Yasmine wanted to deny it. She wanted to believe she could still keep Wallace safe through purposeful omission, but even she knew that veil had long been stripped.

“I… I do,” she confessed, a tear streaking down her cheek. It felt like a release just to say it. “Wallace.”

“Wallace.” Bella inhaled softly, like that was the most wonderful revelation. “He’s human, isn’t he?”

“Yes.”

“That’s why you want to understand immortality. You don’t want to lose him.”

She’d never quite said that bit out loud, had she? “Yes.”

“Turn around, Yasmine. Please. I’m not that scary to look at.”

Yasmine let out a shuddering breath. The fleshy, half-human creatures blinked and twitched at her. Bella would certainly be a nicer visual alternative.

But there was still something stopping her.

“I can’t,” she whispered, guilt and shame enwrapping her like a winter coat. “If you look me in the eyes, they’ll leech onto you. I can control it under usual circumstances, but not now. It’s still so raw. They’re right there.”

Bella leaned her forehead against Yasmine’s shoulder, and, after lingering for a moment, pressed a kiss there. It struck Yasmine like a brief shock of lightning.

“Bella, what are you—”

“I just told my mother to fuck off for the first time in my life. First time in two thousand years, mind you,” Bella said, her breath landing hot on Yasmine’s exposed skin. “There’s not a demon from hell that can get me off that high. So try me. Look me right in the eyes, and scare me.”

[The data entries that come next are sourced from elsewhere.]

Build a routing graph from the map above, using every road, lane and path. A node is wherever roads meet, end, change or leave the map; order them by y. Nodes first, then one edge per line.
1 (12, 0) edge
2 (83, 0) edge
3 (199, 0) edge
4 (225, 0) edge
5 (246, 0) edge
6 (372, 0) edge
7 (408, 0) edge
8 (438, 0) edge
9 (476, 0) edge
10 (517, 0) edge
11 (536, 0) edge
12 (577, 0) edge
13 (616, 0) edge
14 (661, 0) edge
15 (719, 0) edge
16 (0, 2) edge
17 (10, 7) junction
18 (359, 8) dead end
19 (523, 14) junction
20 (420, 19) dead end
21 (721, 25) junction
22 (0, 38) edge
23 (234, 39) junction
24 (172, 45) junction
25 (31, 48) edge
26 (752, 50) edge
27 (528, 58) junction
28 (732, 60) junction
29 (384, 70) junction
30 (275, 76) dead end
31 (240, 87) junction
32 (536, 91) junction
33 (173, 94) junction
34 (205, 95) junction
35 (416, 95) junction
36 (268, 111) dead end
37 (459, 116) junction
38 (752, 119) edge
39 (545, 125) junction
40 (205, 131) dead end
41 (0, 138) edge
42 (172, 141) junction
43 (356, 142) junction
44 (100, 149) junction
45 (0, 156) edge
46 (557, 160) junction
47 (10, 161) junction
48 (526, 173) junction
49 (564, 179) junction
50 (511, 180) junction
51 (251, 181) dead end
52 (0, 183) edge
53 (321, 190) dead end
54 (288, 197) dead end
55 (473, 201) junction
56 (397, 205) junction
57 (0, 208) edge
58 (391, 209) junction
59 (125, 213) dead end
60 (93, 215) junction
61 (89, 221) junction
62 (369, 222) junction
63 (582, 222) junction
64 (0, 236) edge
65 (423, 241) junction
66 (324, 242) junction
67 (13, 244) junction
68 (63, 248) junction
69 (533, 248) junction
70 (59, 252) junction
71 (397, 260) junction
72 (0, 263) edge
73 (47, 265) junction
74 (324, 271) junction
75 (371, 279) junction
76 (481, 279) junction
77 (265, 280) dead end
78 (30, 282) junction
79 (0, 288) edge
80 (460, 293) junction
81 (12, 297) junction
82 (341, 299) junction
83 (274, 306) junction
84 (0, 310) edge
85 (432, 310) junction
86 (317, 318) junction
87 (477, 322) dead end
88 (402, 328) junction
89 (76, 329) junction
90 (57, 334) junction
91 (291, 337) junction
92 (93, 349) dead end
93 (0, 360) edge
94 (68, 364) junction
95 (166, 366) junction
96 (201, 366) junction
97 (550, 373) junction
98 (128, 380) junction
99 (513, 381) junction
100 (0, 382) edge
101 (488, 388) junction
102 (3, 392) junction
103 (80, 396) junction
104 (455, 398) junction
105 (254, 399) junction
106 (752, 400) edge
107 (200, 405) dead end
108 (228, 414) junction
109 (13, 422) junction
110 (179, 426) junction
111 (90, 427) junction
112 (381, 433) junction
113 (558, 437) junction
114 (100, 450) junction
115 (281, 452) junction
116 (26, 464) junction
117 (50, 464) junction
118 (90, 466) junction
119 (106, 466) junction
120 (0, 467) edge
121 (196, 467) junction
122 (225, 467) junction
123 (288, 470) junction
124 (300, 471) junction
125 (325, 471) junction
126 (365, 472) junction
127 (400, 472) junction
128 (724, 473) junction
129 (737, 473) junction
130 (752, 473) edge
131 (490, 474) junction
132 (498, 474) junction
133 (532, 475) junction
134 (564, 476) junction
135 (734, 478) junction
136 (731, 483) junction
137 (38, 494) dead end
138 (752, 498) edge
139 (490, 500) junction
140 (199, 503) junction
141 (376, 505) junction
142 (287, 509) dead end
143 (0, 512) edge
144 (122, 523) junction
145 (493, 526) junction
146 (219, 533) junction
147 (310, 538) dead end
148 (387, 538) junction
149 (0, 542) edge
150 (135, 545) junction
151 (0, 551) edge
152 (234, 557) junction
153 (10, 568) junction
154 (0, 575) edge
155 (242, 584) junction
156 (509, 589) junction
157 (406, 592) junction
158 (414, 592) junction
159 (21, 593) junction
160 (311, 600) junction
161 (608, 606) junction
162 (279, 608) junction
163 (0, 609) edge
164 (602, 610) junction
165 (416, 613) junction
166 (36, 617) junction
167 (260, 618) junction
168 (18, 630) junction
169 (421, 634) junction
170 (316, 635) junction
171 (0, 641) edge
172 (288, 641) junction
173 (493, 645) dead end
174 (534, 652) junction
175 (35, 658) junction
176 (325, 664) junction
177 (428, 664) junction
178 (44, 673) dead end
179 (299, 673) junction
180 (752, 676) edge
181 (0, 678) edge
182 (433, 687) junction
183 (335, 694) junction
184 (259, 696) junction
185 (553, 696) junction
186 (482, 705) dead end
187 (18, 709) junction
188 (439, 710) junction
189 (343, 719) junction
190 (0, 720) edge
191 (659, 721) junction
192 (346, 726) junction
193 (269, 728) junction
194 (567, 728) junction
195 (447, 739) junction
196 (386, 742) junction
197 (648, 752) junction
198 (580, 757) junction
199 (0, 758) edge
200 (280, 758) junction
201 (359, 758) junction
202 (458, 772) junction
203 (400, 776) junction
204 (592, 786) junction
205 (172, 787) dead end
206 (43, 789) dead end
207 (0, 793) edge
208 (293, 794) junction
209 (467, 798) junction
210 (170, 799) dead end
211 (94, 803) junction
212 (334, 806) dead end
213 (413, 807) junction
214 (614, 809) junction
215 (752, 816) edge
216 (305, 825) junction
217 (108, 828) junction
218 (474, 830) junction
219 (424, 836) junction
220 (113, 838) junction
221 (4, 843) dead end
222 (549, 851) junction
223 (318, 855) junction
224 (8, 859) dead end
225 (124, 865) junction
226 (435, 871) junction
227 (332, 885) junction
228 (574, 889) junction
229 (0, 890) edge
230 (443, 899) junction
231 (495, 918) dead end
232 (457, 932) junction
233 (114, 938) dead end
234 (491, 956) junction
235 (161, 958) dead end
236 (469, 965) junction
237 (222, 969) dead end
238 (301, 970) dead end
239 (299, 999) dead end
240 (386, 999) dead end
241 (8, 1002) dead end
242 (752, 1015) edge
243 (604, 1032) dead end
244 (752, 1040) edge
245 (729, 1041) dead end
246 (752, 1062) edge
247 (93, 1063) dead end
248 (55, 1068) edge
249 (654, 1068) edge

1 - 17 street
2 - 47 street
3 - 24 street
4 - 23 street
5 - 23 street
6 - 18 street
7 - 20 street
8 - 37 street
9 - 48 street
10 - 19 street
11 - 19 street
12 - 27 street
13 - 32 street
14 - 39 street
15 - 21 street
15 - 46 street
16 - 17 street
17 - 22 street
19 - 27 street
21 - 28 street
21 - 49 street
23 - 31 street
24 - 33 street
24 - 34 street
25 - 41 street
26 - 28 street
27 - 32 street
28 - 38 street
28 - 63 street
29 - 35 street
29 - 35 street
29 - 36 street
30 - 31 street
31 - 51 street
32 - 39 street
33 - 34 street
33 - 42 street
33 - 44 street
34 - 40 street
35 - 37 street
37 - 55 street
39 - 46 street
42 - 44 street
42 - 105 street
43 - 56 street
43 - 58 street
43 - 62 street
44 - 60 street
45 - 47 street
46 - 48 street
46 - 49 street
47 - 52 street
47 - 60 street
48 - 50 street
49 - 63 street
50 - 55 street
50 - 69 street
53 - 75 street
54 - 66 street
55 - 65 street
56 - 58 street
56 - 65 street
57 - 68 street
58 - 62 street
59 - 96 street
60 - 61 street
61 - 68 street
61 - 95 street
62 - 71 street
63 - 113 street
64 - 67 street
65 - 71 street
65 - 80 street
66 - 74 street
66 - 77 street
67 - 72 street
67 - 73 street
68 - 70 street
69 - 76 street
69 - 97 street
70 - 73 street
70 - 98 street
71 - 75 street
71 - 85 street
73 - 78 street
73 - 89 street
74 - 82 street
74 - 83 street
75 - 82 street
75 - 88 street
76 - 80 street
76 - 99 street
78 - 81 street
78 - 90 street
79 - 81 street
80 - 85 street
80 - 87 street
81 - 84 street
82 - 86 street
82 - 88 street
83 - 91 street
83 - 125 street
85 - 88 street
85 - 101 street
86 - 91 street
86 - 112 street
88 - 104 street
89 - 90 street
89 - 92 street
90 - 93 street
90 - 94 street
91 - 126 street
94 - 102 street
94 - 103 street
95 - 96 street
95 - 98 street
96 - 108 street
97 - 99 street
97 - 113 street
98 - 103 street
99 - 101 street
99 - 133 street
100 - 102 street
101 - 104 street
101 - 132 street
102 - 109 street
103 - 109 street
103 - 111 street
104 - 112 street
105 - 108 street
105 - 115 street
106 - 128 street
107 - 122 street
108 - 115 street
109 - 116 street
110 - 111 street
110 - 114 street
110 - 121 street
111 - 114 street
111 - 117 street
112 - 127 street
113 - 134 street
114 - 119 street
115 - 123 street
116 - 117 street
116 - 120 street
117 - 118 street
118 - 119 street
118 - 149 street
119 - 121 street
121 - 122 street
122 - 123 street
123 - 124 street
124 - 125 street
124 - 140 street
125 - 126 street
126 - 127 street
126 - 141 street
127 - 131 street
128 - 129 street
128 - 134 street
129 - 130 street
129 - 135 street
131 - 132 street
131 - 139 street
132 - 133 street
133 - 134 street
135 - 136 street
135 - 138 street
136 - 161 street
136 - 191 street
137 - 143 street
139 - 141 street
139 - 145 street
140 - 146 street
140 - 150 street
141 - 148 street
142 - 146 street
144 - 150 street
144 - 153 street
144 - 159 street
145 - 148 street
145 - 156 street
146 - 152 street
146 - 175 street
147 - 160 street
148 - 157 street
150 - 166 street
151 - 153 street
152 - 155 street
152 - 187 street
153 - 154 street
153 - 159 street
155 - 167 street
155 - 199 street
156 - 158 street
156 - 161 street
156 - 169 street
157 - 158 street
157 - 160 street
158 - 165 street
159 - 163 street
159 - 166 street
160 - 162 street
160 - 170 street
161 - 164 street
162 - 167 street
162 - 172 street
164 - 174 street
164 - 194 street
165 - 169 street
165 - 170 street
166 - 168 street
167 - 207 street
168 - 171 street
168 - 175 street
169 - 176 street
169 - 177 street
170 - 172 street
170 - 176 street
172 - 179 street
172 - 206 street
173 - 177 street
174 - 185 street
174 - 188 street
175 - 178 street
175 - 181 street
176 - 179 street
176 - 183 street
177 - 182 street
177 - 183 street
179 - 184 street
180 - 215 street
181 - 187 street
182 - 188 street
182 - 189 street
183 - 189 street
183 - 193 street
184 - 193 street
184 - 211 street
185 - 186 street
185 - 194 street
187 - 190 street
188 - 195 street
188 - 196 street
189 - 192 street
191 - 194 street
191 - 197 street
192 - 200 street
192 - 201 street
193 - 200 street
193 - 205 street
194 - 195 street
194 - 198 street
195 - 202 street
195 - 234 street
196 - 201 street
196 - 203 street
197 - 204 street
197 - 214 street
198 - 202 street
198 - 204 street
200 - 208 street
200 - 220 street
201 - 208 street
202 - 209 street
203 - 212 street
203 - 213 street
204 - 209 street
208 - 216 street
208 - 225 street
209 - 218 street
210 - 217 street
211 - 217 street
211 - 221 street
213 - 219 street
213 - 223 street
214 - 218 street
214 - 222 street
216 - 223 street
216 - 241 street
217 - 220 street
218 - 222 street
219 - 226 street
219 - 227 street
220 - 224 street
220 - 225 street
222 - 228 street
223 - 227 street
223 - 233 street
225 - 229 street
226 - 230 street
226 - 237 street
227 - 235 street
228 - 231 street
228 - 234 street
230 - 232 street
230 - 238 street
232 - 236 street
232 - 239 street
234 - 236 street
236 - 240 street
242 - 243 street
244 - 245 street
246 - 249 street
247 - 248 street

Bella sounded so sure of herself, Yasmine almost forgot it was all theatrics. She almost turned around.

“You don’t understand how bad it can get. It sends you to a very dark place.”

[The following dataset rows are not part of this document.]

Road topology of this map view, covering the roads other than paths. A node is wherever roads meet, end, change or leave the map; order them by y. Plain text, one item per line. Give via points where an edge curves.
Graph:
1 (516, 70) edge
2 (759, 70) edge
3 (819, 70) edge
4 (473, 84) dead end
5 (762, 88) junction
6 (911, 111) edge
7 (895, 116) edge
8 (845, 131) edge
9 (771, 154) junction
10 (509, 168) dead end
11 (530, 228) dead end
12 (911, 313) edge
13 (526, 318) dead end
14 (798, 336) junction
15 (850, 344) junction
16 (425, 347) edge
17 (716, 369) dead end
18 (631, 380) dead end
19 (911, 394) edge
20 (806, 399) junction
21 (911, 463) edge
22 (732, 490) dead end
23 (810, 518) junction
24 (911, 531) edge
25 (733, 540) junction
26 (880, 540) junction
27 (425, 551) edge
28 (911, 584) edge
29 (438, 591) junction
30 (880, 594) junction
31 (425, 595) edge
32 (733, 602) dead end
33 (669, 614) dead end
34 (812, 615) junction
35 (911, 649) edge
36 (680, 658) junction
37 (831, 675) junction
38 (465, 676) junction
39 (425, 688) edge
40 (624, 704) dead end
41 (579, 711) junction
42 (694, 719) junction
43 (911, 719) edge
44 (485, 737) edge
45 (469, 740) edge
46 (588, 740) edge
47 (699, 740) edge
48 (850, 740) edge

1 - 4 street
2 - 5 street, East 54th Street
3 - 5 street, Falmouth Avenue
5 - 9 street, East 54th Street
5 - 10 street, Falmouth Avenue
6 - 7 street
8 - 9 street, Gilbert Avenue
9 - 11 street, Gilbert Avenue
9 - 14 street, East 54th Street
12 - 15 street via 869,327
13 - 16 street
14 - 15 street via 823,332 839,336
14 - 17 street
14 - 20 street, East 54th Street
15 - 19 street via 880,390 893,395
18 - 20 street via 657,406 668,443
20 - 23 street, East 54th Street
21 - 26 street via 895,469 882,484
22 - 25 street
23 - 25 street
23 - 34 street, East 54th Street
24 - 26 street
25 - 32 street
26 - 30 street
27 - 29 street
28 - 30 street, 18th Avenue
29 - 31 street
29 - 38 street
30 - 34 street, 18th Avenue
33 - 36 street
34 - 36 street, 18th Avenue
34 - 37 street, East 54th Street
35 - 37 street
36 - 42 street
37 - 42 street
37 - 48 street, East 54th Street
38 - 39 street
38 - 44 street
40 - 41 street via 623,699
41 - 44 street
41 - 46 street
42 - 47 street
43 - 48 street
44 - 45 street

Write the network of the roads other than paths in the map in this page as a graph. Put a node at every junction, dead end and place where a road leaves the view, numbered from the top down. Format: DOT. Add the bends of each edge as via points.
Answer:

“The woman you just met once trapped me in an unlit closet for four years. I might actually be uniquely prepared.” Bella pressed another kiss to the nape of Yasmine’s neck, like this was some game.

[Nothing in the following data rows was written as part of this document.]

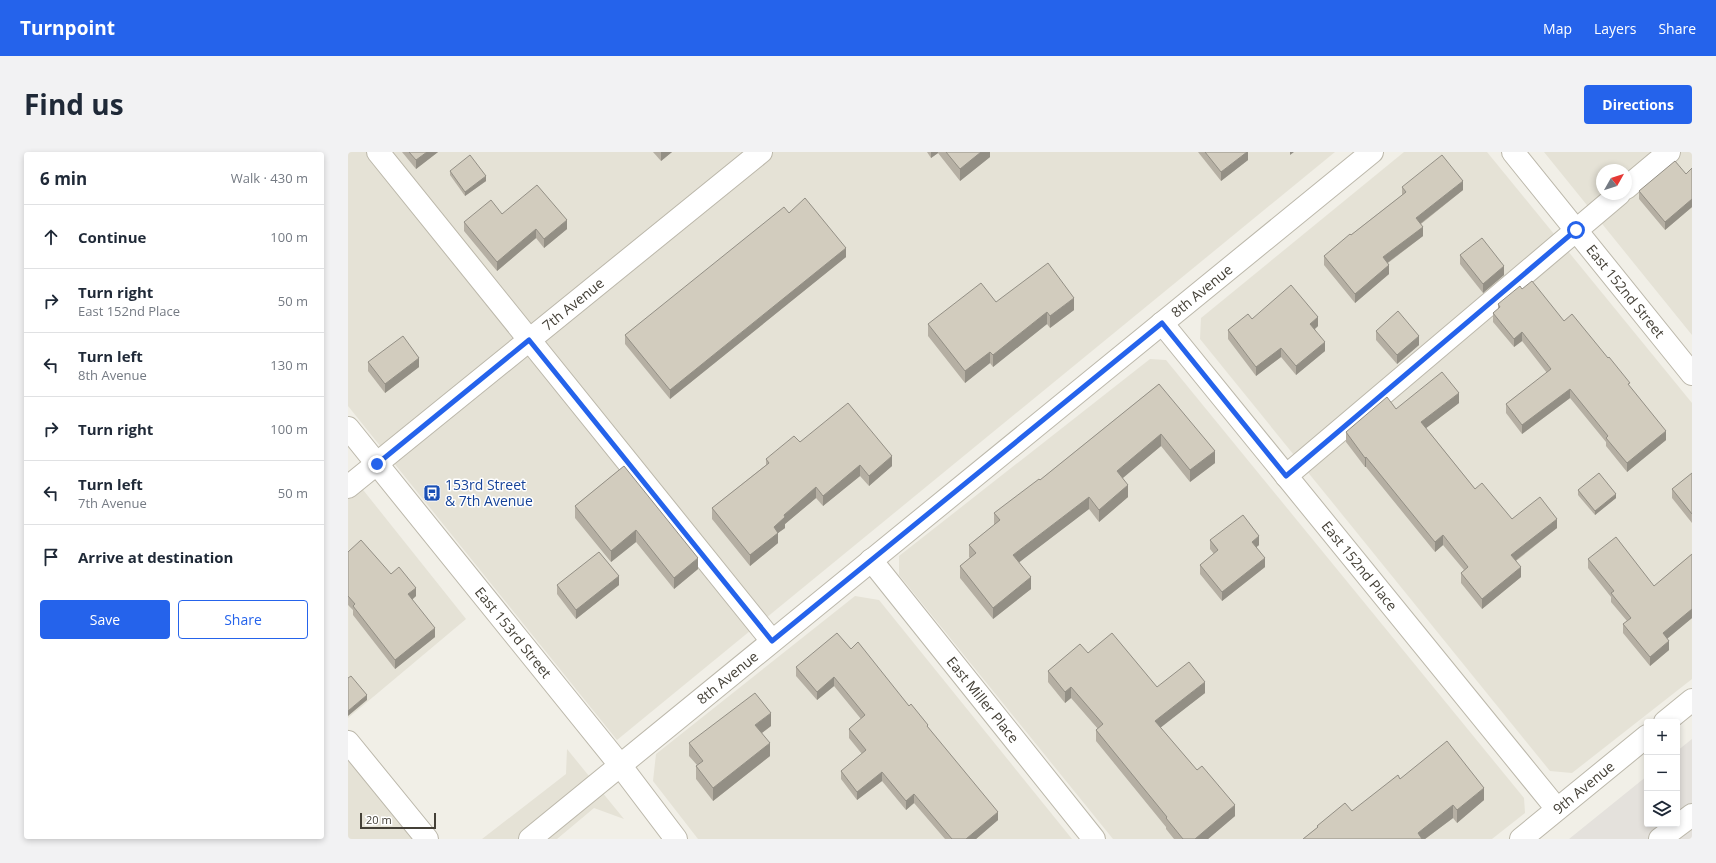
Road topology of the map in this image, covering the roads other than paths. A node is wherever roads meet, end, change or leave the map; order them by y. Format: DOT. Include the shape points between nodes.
graph roads {
  1 [pos="378,152"];
  2 [pos="761,152"];
  3 [pos="1372,152"];
  4 [pos="1513,152"];
  5 [pos="1669,152"];
  6 [pos="1632,183"];
  7 [pos="1612,200"];
  8 [pos="1576,230"];
  9 [pos="1162,323"];
  10 [pos="529,340"];
  11 [pos="1692,374"];
  12 [pos="348,428"];
  13 [pos="377,464"];
  14 [pos="1286,476"];
  15 [pos="348,487"];
  16 [pos="871,560"];
  17 [pos="772,641"];
  18 [pos="1692,700"];
  19 [pos="1669,719"];
  20 [pos="1644,738"];
  21 [pos="348,742"];
  22 [pos="620,765"];
  23 [pos="1557,809"];
  24 [pos="1692,815"];
  25 [pos="427,839"];
  26 [pos="530,839"];
  27 [pos="676,839"];
  28 [pos="1094,839"];
  29 [pos="1521,839"];
  30 [pos="1661,839"];
  1 -- 10 [label="street"];
  2 -- 10 [label="street, 7th Avenue"];
  3 -- 9 [label="street, 8th Avenue"];
  4 -- 8 [label="street, East 152nd Street"];
  5 -- 6 [label="street"];
  7 -- 8 [label="street"];
  8 -- 11 [label="street, East 152nd Street"];
  8 -- 14 [label="street"];
  9 -- 14 [label="street, East 152nd Place"];
  9 -- 16 [label="street, 8th Avenue"];
  10 -- 13 [label="street, 7th Avenue"];
  10 -- 17 [label="street"];
  12 -- 13 [label="street, East 153rd Street"];
  13 -- 15 [label="street, 7th Avenue"];
  13 -- 22 [label="street, East 153rd Street"];
  14 -- 23 [label="street, East 152nd Place"];
  16 -- 17 [label="street, 8th Avenue"];
  16 -- 28 [label="street, East Miller Place"];
  17 -- 22 [label="street, 8th Avenue"];
  18 -- 19 [label="street"];
  20 -- 23 [label="street, 9th Avenue"];
  21 -- 25 [label="street"];
  22 -- 26 [label="street, 8th Avenue"];
  22 -- 27 [label="street, East 153rd Street"];
  23 -- 29 [label="street, 9th Avenue"];
  24 -- 30 [label="street"];
}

“Or, you could just look at me, and if I start to scream, you could just kiss me. That seems to work in the movies.”

Bella didn’t give her an opportunity to come up with another excuse. She grabbed her waist more firmly, then turned her around, forcing her away from the darkness.

And there Bella was, smiling adoringly, with one fang sitting over her bottom lip.

And God—fuck—Yasmine was—

Yasmine was so—

“You have wings,” she observed with a shaky breath, because if she said what she was really thinking, she would have nowhere to hide anymore.

Bella blushed, and gorgeous black feathers folded inward, hiding shyly behind her back.

“They were more useful before helicopters and airplanes. Now I can’t do anything fun without being registered as an unidentified flying object.”

Yasmine laughed, actually laughed, and the hissing wind in her ears went down a decibel.

But she was still too scared to look Bella in the eyes.

“I think they’re very nice,” she said instead.

Bella scoffed. “I think you’re very nice. And the wings are ugly, but tolerable.”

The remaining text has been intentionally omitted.